In 2015, Willamette Weeks Matthew Korfhage said Brix has the city's "weirdest drink specials". The venue was placed third in the "Night Light Lounge" and "Best Mimosa" categories in 2016 and 2017 readers' polls, respectively. In a 2017 review of brunch destinations for visiting families or children, the Portland Mercury said, "Bustling tourists surround the charming street-side tables in the Pearl, and their spacious, exposed brick dining room would be ideal for any stylish, slightly judgmental aunts who happen to be visiting Portland." In his 2017 and 2019 happy hour reviews, Wm. Steven Humphrey called Brix Tavern a "great pit stop after work" that is "slightly rambunctious, and with the possibility of live jazz". He said the "lengthy" happy hour menu complements Brix's "already lively" and "inviting" atmosphere, and features "inventive and unrelentingly fresh" cocktails. He recommended the seared tuna. In 2020, the same paper's Jenni Moore recommended the shrimp and grits and mimosas, writing:
While I typically visit this Pearl District for their all-night happy hour on Sunday and Monday, Brix Tavern appears to be one of the few remaining places in Portland offering refillable mimosas as part of a stellar brunch experience. So it should come as no surprise that it's also the type of place where reservations (yes, for brunch) are recommended. Especially during high sportsball season, when everyone and their whole family intends to catch a game on one of Brix Tavern's multiple flatscreens.

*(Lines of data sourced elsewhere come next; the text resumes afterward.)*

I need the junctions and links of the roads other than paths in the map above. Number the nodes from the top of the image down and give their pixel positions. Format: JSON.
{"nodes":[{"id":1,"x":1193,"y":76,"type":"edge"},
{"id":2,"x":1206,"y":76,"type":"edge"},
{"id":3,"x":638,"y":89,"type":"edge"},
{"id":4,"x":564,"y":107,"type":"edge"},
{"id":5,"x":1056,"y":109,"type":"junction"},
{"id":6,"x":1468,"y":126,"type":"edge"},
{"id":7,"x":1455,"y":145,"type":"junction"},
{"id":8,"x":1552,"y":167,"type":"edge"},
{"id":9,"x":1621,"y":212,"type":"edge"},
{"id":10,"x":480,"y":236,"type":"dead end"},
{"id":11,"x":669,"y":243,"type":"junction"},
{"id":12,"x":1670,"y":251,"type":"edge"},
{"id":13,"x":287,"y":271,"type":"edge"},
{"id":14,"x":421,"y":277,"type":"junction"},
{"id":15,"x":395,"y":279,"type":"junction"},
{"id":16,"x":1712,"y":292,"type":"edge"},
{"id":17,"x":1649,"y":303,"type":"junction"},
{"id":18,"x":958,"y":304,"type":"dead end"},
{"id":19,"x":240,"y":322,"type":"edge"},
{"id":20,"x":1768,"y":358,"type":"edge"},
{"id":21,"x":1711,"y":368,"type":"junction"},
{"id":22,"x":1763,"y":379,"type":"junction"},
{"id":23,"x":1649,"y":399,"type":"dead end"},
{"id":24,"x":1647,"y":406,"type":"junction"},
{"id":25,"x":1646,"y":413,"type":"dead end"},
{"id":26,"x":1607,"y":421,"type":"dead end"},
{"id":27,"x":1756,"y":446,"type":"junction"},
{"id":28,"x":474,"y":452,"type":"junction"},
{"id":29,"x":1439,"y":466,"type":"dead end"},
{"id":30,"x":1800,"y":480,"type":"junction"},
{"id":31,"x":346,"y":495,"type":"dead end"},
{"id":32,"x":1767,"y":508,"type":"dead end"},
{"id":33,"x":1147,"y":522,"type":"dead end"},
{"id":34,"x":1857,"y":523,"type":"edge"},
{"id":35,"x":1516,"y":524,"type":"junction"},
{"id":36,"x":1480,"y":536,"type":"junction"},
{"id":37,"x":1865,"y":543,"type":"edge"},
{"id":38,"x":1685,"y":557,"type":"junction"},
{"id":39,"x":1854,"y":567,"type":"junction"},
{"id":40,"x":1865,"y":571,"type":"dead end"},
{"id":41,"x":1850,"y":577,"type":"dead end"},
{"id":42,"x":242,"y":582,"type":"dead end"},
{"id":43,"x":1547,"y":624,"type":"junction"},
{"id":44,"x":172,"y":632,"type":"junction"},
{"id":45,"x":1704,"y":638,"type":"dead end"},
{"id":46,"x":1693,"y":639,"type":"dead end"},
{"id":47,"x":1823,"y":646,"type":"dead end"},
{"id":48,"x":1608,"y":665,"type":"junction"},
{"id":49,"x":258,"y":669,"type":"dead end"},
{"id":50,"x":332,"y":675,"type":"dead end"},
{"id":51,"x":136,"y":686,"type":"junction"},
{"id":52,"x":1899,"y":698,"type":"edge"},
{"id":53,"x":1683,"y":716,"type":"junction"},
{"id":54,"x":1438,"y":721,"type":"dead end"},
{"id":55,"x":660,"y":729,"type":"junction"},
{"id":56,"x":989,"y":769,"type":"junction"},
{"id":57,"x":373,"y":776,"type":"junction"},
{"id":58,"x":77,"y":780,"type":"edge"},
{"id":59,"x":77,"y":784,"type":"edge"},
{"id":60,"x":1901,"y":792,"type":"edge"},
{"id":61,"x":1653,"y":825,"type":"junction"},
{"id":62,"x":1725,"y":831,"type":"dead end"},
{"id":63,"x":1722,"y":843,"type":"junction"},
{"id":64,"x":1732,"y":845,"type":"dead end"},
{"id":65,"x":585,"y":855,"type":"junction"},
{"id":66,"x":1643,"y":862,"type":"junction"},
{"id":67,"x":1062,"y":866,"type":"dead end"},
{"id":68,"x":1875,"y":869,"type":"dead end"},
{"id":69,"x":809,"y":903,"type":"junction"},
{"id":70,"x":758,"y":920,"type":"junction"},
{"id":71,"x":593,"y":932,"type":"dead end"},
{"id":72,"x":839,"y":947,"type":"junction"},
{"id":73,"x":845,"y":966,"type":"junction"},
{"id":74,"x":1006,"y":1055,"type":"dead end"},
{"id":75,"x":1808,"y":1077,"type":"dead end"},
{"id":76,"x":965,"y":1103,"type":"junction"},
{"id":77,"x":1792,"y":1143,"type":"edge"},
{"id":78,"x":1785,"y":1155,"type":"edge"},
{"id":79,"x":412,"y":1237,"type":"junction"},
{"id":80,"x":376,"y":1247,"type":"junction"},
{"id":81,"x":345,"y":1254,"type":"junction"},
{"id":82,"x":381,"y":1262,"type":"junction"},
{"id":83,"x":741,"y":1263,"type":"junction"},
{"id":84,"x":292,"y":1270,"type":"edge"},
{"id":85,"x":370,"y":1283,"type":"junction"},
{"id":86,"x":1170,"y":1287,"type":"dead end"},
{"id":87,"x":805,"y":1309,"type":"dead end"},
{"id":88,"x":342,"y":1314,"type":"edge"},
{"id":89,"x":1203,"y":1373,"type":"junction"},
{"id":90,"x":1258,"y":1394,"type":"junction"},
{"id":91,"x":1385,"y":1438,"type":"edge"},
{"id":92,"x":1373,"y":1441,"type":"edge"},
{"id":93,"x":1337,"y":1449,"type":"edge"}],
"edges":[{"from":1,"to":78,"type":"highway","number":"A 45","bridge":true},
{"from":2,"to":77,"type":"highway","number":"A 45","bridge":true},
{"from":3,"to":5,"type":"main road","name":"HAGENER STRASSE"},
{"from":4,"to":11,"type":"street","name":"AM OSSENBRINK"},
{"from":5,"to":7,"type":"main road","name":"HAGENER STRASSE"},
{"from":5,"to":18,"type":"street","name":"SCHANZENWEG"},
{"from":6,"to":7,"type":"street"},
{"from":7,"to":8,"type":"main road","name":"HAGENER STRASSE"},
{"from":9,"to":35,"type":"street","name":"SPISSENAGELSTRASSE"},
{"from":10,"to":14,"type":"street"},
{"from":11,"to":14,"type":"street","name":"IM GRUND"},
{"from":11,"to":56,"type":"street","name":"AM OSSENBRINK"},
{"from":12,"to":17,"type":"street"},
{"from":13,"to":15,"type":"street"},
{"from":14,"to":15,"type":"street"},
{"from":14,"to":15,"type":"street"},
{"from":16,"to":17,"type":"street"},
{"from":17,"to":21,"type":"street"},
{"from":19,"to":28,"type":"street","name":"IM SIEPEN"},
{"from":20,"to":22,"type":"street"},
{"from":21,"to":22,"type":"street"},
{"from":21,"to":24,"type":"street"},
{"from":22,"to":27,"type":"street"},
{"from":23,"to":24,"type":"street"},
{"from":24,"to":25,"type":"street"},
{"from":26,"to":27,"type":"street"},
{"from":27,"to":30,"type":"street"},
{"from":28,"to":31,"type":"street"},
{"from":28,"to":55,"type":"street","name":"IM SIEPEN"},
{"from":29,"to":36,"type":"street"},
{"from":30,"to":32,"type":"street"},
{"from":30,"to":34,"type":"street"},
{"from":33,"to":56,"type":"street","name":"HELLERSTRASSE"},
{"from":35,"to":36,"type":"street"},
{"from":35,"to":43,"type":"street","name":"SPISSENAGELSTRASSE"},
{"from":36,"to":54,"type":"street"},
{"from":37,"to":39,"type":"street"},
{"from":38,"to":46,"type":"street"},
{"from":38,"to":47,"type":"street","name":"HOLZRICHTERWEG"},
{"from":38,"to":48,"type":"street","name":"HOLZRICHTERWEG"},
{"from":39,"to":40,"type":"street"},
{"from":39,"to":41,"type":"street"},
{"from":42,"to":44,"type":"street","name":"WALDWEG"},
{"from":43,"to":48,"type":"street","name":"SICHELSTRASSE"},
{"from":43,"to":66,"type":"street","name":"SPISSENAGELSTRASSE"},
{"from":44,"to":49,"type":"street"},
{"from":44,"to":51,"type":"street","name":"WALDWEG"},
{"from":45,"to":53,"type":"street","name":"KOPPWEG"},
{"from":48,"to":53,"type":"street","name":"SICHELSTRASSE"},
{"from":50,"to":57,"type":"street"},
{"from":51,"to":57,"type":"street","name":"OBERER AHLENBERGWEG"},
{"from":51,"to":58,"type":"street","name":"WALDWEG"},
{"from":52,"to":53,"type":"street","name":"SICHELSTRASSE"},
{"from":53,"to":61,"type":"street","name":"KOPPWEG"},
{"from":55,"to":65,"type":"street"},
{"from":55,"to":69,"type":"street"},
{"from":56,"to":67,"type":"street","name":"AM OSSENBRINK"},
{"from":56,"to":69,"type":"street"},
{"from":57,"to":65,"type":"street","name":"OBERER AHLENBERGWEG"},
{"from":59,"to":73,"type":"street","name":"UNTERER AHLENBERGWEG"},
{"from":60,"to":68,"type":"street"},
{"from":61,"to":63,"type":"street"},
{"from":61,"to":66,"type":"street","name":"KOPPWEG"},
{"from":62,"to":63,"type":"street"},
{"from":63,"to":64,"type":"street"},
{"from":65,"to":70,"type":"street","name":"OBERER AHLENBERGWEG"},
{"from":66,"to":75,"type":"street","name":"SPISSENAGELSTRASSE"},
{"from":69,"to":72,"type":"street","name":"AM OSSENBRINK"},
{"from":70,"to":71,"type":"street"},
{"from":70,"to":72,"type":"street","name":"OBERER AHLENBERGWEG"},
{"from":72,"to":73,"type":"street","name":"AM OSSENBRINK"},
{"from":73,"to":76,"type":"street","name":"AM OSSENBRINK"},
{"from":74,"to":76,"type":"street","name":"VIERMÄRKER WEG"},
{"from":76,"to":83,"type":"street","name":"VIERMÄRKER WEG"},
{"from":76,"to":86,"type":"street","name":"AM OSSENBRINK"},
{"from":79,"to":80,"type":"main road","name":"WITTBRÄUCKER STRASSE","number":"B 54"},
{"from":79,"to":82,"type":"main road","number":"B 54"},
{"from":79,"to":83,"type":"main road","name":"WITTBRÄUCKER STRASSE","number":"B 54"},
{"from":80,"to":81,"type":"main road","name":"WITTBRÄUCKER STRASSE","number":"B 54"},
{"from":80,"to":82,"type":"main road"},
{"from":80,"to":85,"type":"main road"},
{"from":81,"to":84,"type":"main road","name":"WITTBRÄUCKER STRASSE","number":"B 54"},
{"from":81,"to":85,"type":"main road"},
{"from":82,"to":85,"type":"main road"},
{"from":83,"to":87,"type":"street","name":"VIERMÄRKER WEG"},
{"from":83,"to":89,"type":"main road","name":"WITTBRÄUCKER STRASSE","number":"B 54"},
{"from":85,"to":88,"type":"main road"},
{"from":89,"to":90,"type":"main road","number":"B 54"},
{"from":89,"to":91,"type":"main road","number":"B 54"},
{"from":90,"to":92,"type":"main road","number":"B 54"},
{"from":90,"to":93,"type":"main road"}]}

According to Thrillist, "Brix cracked our list of Favorite 5 Sports Bars due to its rarified Pearl [District] atmosphere, which allows you to knock back rotisserie meats and brick oven-fired pizzas at fancy table-clothed four-tops and still scream at the games playing on their many, many flatscreens, all before holding it down at the pool table or on arcade games like Buck Hunter." Zagat gave Brix Tavern ratings of 4.3 for food, 4.4 for decor, and 4.4 for service, each on a scale of 5. The guide said, "This Pearl District find leads a double life as a classy modern restaurant with a well-executed menu of American comfort favorites and also as a large TV-and game-filled bar; service is friendly, prices are generally low and insiders suggest brew fans get the surprise beer in a paper bag (bartender's choice)".